[Math] What impact would P!=NP have on the characterization of BQP

computability-theorycomputational complexitynpopen-problemsquantum mechanics

Many complexity theorists assume that $P\ne NP.$ If this is proved, how would it impact quantum computing and quantum algorithms? Would the proof immediately disallow quantum algorithms from ever solving NP-Complete problems in Quantum Polynomial time?

According to Wikipedia, quantum complexity classes BQP and QMA are the bounded-error quantum analogues of P and NP. Is it likely that a proof that $P\ne NP$ can be adapted to the quantum setting to show that $BQP \ne QMA?$

Best Answer

David is right about one thing. Scott had a discussion about this on his blog and I was also involved.

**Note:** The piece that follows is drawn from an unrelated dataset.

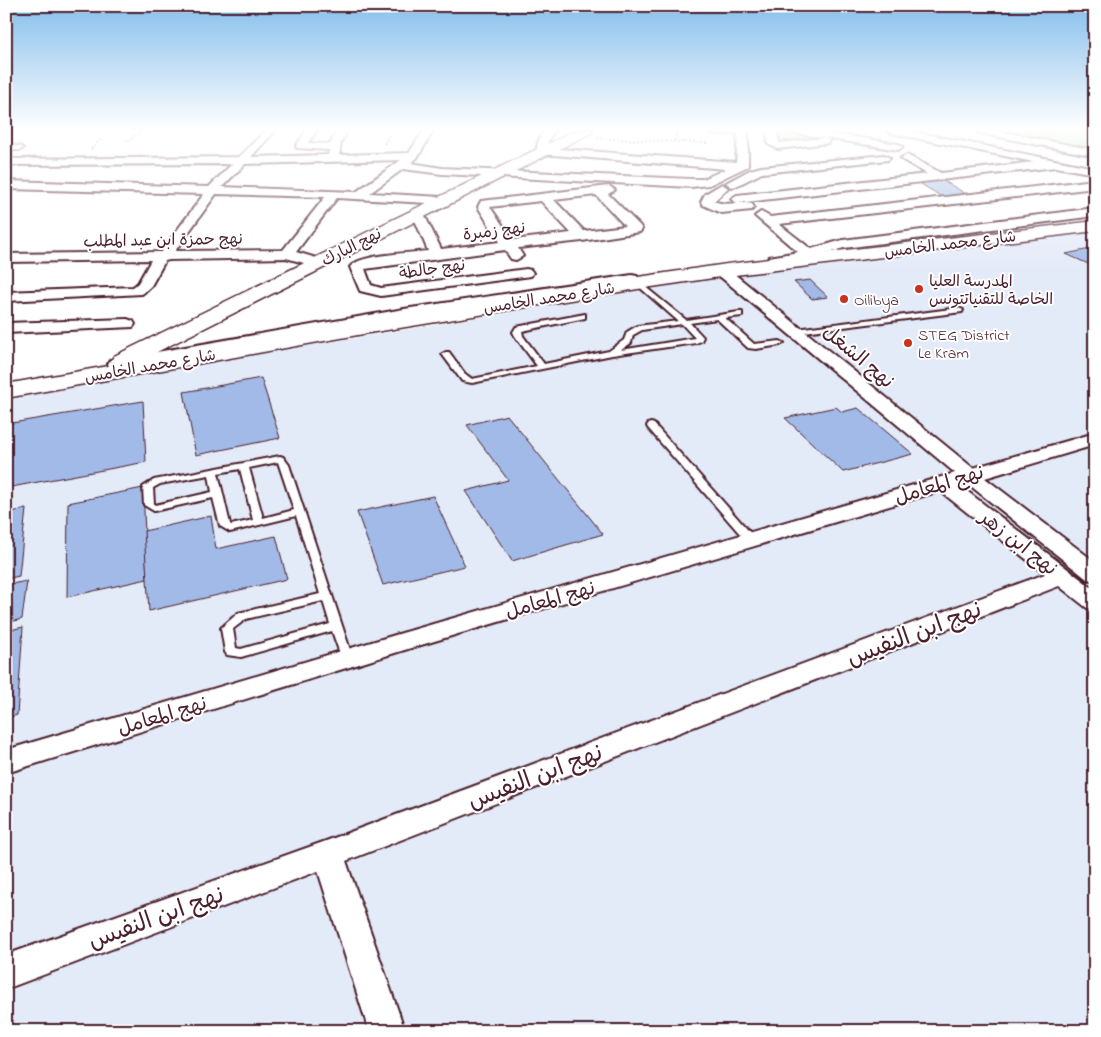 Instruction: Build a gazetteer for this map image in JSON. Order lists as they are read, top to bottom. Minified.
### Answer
{"streets":{"main road":["شارع محمد الخامس","نهج البارك"],"street":["نهج زمبرة","نهج حمزة ابن عبد المطلب","نهج جالطة","نهج الشغل","نهج المعامل","نهج ابن زهر","نهج ابن النفيس"]},"crossings":[["نهج زمبرة","نهج جالطة"],["نهج حمزة ابن عبد المطلب","نهج البارك"],["شارع محمد الخامس","نهج الشغل"],["نهج الشغل","نهج المعامل"],["نهج المعامل","نهج ابن زهر"],["نهج ابن زهر","نهج ابن النفيس"]],"places":["المدرسة العليا الخاصة للتقنياتتونس","Oilibya","STEG District Le Kram"]} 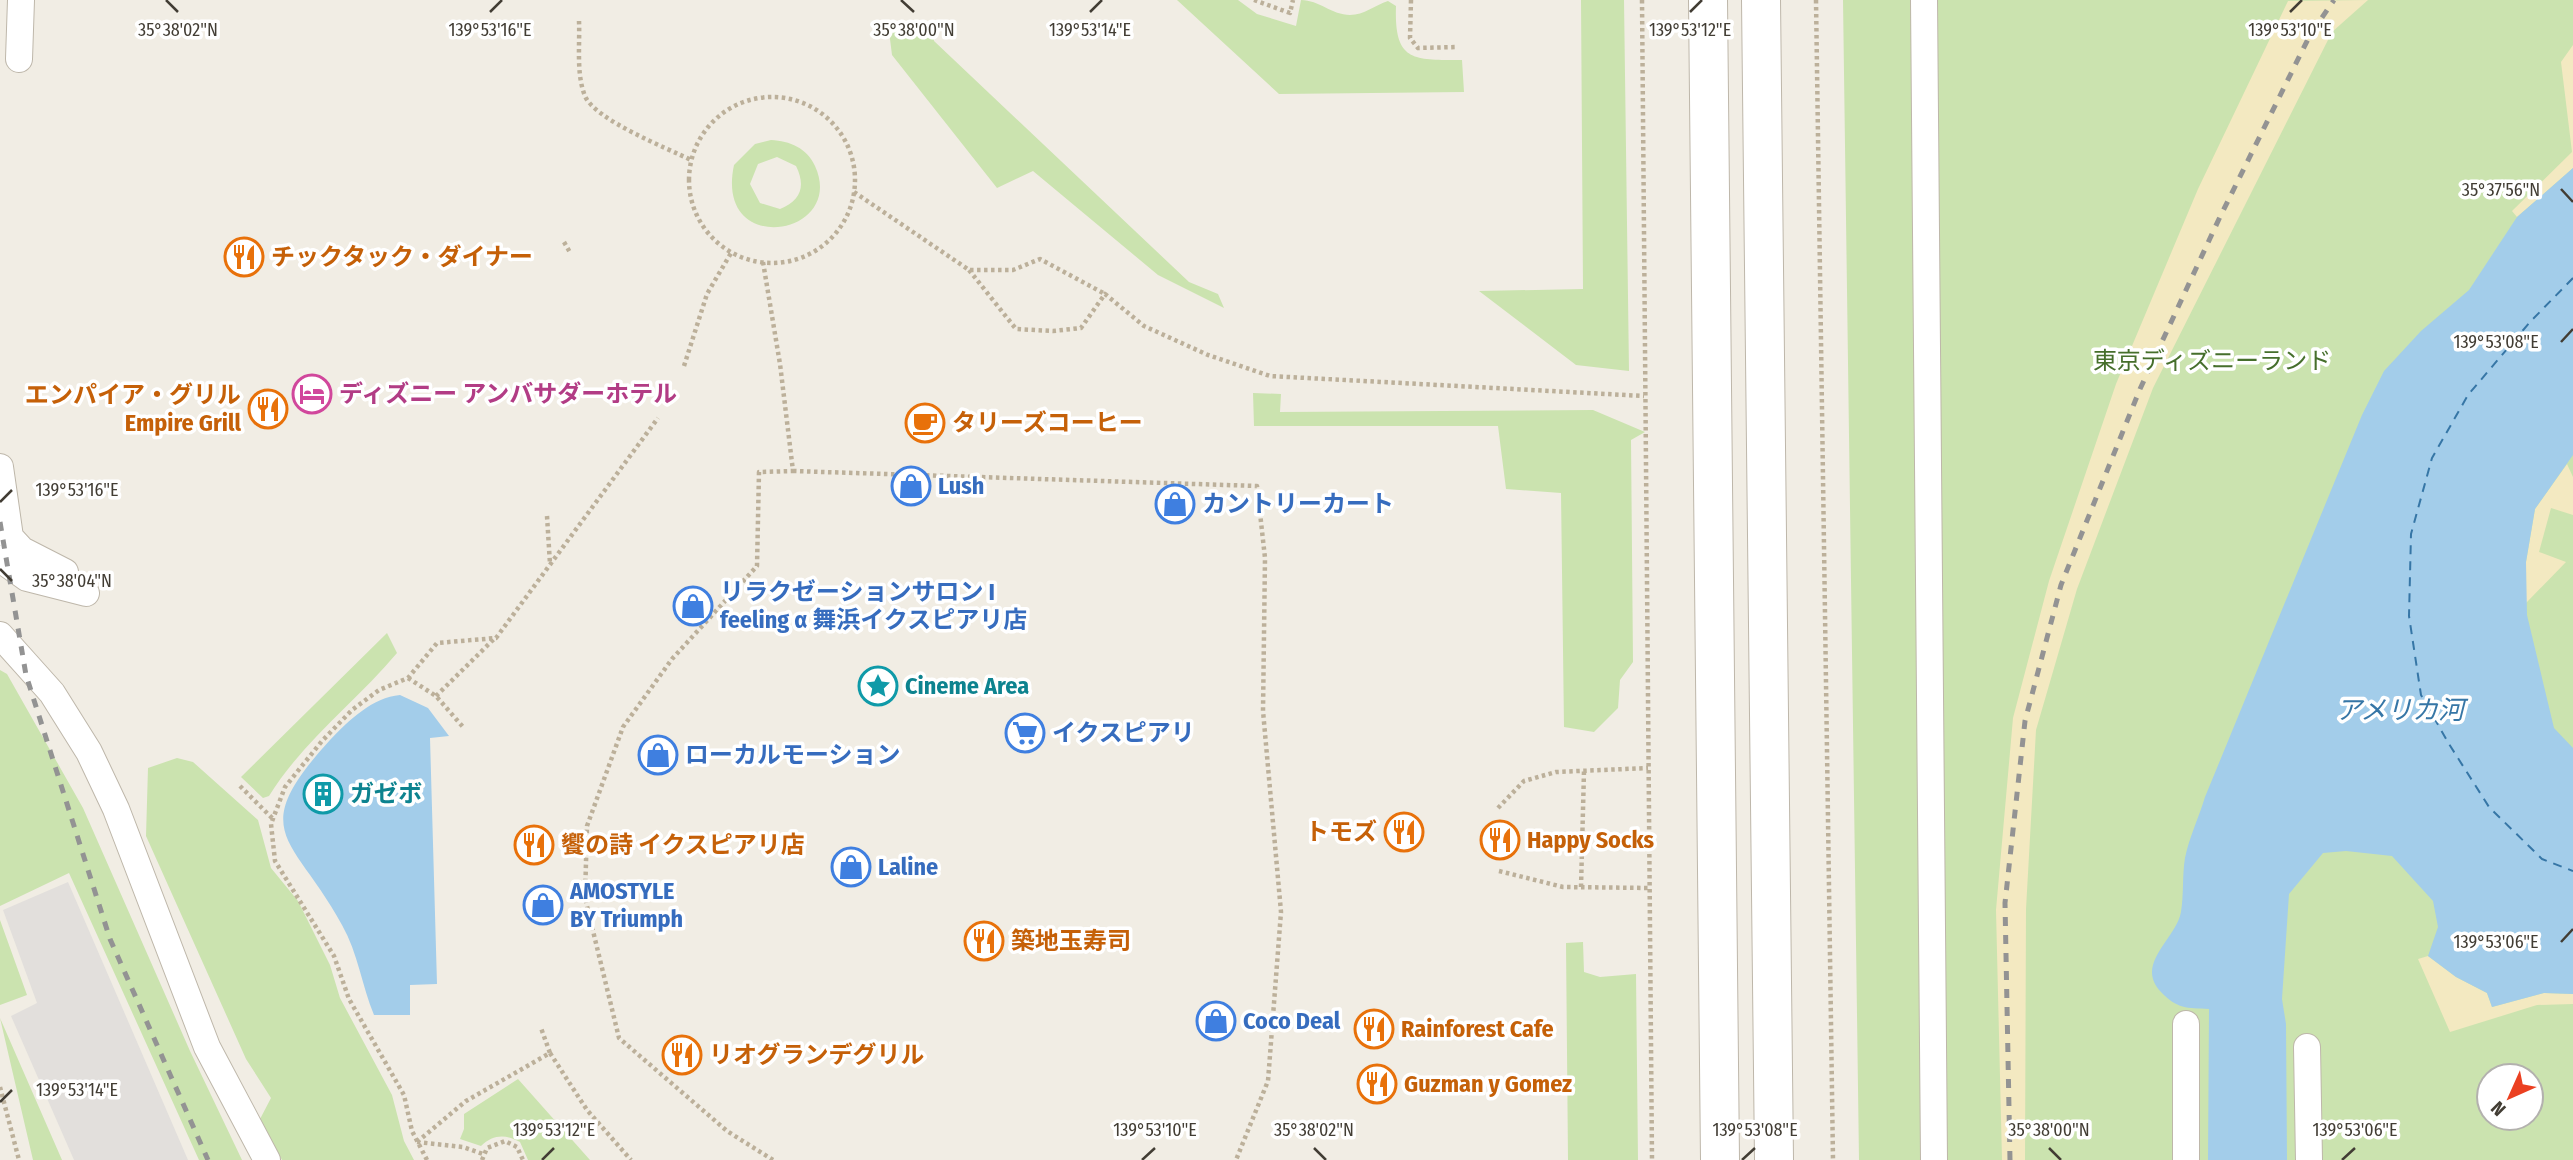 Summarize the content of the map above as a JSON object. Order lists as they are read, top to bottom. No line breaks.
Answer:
{"water":["アメリカ河"],"parks":["東京ディズニーランド"],"places":{"restaurant":["チックタック・ダイナー","エンパイア・グリル Empire Grill","トモズ","Happy Socks","饗の詩 イクスピアリ店","築地玉寿司","Rainforest Cafe","リオグランデグリル","Guzman y Gomez"],"hotel":["ディズニー アンバサダーホテル"],"cafe":["タリーズコーヒー"],"shop":["Lush","カントリーカート","リラクゼーションサロン I feeling α 舞浜イクスピアリ店","ローカルモーション","Laline","AMOSTYLE BY Triumph","Coco Deal"],"place":["Cineme Area"],"supermarket":["イクスピアリ"],"building":["ガゼボ"]},"north":"bottom left","coordinates":["35°38'02\"N","139°53'16\"E","35°38'00\"N","139°53'14\"E","139°53'12\"E","139°53'10\"E","35°37'56\"N","139°53'08\"E","35°38'04\"N","139°53'06\"E"]}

On the one hand, many complexity theorists simply also assume that BQP does not contain NP, just as they assume that P does not contain NP. The evidence for the former is not as dramatic as that for the latter, but there is at least an oracle separation. I.e., there is an oracle A such that BQPA does not contain NPA. Now, there are some famous cases where two complexity classes are equal or there is an inclusion, even though there is also a credible oracle separation. But the oracle separations for BQP vs NP seem realistic. Besides, apart from tangible evidence, I for one consider BQP to be surprisingly powerful but not incredibly powerful. It's my intuition partly because I expect BQP to be realistic and I don't expect the universe to be perverse. I think of BQP as an extension of randomized computation based on quantum probability.

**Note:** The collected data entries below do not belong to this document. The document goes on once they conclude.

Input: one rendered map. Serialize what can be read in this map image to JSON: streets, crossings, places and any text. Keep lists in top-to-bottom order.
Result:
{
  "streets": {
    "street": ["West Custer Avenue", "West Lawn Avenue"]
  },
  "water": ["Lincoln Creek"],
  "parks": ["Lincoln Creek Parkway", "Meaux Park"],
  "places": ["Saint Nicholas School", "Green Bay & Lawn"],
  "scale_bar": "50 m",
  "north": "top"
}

On the other hand, P vs PSPACE is already an unfathomable open problem. The two main barrier results for P vs NP, Baker-Gill-Solovay and Razborov-Rudich, apply to P vs PSPACE equally well. Since PSPACE contains both NP and BQP, if you were to show that either one does not equal P, then in particular you would show that PSPACE does not equal P. Actually, I don't know a good reason to try to prove that P ≠ NP rather than to first prove that P ≠ PSPACE, since the latter is at least formally easier.